Work to be completed:
All that is needed is every record, duplicated exactly.

Material shown:
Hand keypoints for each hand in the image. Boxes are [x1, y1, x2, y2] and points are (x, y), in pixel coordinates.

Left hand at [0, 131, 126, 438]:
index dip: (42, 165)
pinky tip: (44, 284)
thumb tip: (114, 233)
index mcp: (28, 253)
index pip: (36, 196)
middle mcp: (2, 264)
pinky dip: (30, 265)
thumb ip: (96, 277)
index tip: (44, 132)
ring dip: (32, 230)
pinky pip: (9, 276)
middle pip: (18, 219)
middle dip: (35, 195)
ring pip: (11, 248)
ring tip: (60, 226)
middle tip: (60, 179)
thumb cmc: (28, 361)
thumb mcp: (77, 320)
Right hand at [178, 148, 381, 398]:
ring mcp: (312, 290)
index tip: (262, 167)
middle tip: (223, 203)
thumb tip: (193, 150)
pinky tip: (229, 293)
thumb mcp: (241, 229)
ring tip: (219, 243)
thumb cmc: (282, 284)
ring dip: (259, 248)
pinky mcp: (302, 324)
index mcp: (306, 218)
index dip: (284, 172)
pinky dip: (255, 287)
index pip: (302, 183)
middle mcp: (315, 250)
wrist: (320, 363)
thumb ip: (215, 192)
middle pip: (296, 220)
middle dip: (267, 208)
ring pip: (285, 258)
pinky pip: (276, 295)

Task solution:
Hand keypoints for each hand in the image. Boxes are [x1, y1, x2, y2] and points are (x, y), in pixel coordinates.

Left hand at [0, 131, 126, 438]:
index dip: (42, 165)
pinky tip: (44, 284)
thumb tip: (114, 233)
index mcp: (28, 253)
index pip: (36, 196)
middle mcp: (2, 264)
pinky dip: (30, 265)
thumb ip: (96, 277)
index tip: (44, 132)
ring dip: (32, 230)
pinky pip: (9, 276)
middle pip: (18, 219)
middle dip: (35, 195)
ring pip: (11, 248)
ring tip: (60, 226)
middle tip: (60, 179)
thumb cmc: (28, 361)
thumb mcp: (77, 320)
Right hand at [178, 148, 381, 398]:
ring mcp: (312, 290)
index tip: (262, 167)
middle tip: (223, 203)
thumb tip: (193, 150)
pinky tip: (229, 293)
thumb mcp: (241, 229)
ring tip: (219, 243)
thumb cmc: (282, 284)
ring dip: (259, 248)
pinky mcp: (302, 324)
index mcp: (306, 218)
index dip: (284, 172)
pinky dip: (255, 287)
index pip: (302, 183)
middle mcp: (315, 250)
wrist: (320, 363)
thumb ip: (215, 192)
middle pip: (296, 220)
middle dip: (267, 208)
ring pip: (285, 258)
pinky pip: (276, 295)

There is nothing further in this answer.